So you definition of failure is when some one stops selling product then only it can be declared fail. Not making any profit and not being able to sell it to masses successfully does not declare fail in your books. If you think MS got such a successful product in their hand then why don't they declare the sales number.

Table is a consumer device for consumption. I have yet to see any one exclusively using it for heavy productive work. You are a student and can use it for typing your assignment but I am an accountant and I can't even think about doing all my financial analysis on this tiny touch device. Things I can do with keyboard and mouse in an hour will take me whole day even if try to do it on tablet. So productivity definition for you is different than mine.

Not everyone need USB connected to their device. MS is trying to create a solution of non existing problem. No customer has demanded that USB must be there for expandability. If consumer required this feature then I am sure other tablet manufacturer who are selling millions in each quarter would have made some kind of arrangement for expandability.

You are mistaken with high price and usability of product. High price has nothing to do with productivity or usability. You like touch it is fine with me. I don't care whether you can go without touch a single day but there are also many people who don't need touch input.

MS is in business to sell product and if majority of people are saying " no thanks" then it means the vision needs to be corrected. MS has been in this touch business since 2000s and was never able to get it right. It was Apple which perfected the input. MS simply follows. MS is not a leader but a follower and whatever they are trying to copy, they are failing miserably.
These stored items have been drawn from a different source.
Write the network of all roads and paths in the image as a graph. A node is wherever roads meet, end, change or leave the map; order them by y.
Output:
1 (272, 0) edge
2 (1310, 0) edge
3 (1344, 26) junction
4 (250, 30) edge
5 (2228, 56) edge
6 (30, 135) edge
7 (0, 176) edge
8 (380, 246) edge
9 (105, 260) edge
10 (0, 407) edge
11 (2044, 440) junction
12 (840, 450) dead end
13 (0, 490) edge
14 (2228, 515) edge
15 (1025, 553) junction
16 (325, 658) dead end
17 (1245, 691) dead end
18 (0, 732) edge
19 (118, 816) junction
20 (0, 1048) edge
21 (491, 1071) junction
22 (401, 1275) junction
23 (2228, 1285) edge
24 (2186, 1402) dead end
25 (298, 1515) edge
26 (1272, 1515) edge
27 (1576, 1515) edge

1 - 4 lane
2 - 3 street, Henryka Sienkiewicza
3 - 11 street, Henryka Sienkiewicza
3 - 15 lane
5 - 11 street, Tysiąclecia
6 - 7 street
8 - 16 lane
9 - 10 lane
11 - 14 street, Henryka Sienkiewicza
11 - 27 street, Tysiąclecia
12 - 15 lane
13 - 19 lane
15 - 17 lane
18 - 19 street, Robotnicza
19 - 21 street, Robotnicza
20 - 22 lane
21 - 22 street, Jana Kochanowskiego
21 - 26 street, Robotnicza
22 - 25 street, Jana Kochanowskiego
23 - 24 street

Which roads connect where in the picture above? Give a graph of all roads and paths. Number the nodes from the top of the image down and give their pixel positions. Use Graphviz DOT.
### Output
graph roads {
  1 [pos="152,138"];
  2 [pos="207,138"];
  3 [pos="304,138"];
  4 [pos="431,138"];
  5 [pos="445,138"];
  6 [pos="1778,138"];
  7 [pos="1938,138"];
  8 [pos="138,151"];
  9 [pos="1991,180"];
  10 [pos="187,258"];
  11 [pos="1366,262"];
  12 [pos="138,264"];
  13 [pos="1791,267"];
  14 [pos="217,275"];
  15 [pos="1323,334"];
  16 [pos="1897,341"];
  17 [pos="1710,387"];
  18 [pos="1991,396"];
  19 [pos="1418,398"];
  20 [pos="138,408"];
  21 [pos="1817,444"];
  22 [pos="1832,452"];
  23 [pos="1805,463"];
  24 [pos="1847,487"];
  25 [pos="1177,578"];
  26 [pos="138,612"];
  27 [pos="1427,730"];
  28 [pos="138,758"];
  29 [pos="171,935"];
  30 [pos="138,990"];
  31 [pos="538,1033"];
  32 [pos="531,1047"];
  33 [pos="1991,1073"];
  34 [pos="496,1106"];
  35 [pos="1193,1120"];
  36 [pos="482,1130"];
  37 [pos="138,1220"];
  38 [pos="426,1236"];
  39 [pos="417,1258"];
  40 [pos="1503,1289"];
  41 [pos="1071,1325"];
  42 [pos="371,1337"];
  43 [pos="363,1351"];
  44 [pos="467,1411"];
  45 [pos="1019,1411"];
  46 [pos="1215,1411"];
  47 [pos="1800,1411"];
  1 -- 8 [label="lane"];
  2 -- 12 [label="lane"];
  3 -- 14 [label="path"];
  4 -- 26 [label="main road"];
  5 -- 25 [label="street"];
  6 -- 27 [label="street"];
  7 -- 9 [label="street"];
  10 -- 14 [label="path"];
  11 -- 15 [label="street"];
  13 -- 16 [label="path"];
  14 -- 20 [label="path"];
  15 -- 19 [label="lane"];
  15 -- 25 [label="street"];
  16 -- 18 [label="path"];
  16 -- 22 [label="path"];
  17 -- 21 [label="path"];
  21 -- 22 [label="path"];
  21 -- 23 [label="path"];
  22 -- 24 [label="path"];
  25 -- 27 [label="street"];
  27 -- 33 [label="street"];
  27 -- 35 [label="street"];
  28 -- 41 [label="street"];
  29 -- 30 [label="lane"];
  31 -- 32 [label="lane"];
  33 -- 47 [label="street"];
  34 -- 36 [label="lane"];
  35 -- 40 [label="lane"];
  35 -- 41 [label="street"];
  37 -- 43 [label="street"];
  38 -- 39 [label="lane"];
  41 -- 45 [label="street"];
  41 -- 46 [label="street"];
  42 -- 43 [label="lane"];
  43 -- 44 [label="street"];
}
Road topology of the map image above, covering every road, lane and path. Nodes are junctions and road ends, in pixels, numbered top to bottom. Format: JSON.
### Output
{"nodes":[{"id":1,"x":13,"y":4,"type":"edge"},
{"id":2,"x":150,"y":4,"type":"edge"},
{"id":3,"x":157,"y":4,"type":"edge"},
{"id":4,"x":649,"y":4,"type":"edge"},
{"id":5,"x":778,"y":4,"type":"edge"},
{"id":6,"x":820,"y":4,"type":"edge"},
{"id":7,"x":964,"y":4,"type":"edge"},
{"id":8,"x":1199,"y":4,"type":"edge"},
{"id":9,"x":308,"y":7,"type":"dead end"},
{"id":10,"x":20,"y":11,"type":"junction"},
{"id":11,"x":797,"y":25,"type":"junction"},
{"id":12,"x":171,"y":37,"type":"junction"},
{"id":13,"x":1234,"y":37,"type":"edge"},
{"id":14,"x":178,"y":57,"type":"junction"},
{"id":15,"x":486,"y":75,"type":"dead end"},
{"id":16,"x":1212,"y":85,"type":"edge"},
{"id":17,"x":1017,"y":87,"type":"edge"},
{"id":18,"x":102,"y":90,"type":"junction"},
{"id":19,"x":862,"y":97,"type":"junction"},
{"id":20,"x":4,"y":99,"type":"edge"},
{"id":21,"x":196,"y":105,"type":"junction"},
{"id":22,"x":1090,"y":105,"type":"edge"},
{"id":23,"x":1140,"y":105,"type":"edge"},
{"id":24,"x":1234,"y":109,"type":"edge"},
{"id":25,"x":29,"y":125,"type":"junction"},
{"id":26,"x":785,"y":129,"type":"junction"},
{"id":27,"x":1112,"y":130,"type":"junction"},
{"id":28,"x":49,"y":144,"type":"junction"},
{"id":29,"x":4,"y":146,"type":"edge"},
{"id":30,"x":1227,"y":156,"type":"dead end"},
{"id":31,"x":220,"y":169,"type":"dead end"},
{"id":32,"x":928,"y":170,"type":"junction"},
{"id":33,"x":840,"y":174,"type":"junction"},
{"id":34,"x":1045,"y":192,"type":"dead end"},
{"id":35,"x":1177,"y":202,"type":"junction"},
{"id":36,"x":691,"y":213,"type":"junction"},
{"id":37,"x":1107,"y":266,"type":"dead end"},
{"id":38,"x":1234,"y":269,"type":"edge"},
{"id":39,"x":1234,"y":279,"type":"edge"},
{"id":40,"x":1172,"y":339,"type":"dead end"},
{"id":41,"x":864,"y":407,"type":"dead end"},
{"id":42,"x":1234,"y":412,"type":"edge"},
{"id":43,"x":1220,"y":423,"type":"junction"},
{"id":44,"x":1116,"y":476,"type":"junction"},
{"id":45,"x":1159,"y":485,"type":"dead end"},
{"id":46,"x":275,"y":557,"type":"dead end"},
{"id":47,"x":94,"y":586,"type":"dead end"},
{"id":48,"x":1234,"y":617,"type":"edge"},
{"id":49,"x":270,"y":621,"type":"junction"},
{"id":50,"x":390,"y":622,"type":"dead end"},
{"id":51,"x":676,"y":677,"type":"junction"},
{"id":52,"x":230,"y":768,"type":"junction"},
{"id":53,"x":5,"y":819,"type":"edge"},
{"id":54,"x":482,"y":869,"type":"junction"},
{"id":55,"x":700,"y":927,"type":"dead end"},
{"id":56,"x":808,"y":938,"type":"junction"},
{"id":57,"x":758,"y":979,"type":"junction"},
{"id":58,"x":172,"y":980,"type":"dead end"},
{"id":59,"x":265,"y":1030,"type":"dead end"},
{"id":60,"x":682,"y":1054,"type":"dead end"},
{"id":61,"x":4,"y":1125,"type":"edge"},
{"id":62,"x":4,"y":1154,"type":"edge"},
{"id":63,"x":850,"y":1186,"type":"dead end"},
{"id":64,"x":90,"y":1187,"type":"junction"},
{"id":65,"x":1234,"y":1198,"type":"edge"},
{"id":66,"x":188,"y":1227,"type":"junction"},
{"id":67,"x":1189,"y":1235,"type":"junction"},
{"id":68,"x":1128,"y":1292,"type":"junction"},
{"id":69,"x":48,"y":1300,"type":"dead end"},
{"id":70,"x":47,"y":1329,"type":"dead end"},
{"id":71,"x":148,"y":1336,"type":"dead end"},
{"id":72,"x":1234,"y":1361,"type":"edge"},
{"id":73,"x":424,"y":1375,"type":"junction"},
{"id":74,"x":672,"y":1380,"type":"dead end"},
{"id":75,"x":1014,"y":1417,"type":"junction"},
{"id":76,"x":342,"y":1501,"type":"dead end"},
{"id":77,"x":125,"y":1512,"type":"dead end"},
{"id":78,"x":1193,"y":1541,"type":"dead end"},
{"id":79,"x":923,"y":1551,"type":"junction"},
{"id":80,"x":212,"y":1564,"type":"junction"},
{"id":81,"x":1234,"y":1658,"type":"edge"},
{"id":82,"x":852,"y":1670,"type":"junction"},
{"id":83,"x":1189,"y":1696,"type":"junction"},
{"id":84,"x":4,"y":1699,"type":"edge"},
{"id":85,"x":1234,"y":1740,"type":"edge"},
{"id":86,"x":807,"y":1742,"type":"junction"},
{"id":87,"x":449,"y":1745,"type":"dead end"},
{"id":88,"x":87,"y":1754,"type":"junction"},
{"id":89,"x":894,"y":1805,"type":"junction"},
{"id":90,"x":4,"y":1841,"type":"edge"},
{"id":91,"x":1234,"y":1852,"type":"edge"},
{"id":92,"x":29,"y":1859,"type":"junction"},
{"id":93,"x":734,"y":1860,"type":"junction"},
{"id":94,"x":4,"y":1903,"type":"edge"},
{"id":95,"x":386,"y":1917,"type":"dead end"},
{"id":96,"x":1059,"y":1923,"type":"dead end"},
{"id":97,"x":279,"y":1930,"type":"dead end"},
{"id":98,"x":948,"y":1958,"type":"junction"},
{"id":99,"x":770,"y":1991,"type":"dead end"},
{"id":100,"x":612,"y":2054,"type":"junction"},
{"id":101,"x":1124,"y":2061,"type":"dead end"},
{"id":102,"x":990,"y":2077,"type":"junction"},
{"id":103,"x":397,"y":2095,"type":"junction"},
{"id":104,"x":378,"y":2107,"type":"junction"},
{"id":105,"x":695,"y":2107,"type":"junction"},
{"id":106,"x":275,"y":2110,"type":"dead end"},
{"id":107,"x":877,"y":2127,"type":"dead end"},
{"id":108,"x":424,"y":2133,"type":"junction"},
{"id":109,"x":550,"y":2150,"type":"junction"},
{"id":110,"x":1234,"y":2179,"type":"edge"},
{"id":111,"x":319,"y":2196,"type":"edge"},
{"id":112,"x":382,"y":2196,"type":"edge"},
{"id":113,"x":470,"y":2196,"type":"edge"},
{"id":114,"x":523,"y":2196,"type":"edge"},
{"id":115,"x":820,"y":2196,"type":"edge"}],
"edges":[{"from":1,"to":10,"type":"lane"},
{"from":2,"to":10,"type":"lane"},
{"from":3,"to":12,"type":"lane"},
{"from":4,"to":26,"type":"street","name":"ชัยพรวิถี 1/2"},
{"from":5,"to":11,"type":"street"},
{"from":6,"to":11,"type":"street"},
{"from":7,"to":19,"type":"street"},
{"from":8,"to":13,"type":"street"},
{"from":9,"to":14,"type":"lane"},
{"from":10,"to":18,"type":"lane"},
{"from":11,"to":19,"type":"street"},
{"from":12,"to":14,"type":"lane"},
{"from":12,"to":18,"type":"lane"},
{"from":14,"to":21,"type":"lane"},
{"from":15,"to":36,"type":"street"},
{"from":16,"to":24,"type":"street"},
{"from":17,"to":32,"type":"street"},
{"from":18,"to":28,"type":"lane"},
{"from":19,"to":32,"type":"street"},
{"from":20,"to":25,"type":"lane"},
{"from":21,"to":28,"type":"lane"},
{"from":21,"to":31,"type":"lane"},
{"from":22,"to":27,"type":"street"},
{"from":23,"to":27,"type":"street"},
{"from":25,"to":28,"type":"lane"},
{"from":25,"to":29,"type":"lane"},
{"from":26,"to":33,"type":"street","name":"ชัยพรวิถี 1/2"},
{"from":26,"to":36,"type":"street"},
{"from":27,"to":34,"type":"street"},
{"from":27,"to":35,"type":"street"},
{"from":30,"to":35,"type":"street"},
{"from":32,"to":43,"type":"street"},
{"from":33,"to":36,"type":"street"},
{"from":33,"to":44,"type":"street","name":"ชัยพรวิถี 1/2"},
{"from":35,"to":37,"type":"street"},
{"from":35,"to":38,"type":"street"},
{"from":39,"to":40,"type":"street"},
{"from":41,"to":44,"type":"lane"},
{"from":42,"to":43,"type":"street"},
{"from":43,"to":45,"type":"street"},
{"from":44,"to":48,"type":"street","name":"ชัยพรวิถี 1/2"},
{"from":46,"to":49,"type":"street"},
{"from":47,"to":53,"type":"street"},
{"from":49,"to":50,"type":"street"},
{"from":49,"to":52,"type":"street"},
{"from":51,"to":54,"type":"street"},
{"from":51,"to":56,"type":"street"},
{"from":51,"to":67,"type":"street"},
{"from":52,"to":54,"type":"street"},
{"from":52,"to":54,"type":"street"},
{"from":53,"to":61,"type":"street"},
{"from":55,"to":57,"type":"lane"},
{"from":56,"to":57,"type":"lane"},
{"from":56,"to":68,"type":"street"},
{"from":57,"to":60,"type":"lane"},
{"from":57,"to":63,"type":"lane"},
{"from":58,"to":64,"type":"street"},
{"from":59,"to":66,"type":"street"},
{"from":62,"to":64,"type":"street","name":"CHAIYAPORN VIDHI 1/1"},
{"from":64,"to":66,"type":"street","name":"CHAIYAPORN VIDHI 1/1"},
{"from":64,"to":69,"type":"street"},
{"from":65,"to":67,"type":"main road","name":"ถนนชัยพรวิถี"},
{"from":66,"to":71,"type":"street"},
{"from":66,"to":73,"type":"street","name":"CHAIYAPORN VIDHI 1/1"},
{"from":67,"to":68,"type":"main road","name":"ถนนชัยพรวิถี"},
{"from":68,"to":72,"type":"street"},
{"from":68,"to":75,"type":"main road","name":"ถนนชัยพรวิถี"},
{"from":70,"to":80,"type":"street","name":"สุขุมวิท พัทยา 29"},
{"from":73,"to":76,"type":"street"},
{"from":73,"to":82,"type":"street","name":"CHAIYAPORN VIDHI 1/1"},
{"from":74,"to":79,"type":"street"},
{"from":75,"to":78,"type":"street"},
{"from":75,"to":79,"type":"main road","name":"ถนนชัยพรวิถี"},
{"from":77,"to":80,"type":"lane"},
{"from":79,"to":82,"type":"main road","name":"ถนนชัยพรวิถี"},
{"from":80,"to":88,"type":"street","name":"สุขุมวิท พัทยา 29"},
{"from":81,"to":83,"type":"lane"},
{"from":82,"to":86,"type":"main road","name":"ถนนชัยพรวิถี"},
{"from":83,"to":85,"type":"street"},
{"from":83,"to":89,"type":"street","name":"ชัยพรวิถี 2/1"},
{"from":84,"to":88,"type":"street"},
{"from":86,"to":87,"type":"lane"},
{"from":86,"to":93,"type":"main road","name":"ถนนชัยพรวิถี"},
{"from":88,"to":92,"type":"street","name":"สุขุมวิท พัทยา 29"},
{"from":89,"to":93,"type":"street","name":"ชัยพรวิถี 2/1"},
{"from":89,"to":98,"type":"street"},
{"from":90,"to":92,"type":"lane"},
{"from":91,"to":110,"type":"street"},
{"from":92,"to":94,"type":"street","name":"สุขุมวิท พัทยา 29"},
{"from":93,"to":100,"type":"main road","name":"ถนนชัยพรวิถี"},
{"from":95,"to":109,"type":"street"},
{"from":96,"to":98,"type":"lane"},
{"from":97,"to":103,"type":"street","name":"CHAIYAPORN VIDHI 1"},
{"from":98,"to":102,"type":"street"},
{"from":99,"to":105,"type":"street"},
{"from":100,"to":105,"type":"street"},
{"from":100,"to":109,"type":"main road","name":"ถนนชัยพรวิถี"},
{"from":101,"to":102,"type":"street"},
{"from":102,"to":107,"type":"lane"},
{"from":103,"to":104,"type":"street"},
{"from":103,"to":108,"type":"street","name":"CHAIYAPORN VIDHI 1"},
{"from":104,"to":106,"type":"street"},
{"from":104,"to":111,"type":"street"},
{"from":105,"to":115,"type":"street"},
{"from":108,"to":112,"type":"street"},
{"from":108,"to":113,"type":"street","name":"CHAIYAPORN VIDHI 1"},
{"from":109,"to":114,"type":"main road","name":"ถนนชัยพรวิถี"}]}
I worked part time in BB and there are many customer who I talked to they despise Metro UI. Last year, people like you were saying give Metro a chance and once people learn it then they will love it. It has been a year and I don't see any change in people's preference toward Metro. Many people still hate it and Surface 2 is nothing but another version of confused device which not many people lining up for sale.

MS got deep pocket and they will keep producing this abomination in future but that does not mean they will be really making much money of it which is ultimate goal of MS or any other company. Ballmer got kicked out and I am sure new CEO will have some different vision for the MS. Till then you keep loving your Surface as I am sure in future MS is going to drop it like Kin or Zune.

Lone Wanderer Chicken said,
I bet Windows is going to combine Windows RT and Windows Phone into one OS like Android.

Except Android is a mobile OS. Windows RT is nearly functionally identical to a full desktop/server class OS.

Even WP is closer to a full desktop class OS than Android or iOS.

Mobius Enigma said,

Except Android is a mobile OS. Windows RT is nearly functionally identical to a full desktop/server class OS.

Even WP is closer to a full desktop class OS than Android or iOS.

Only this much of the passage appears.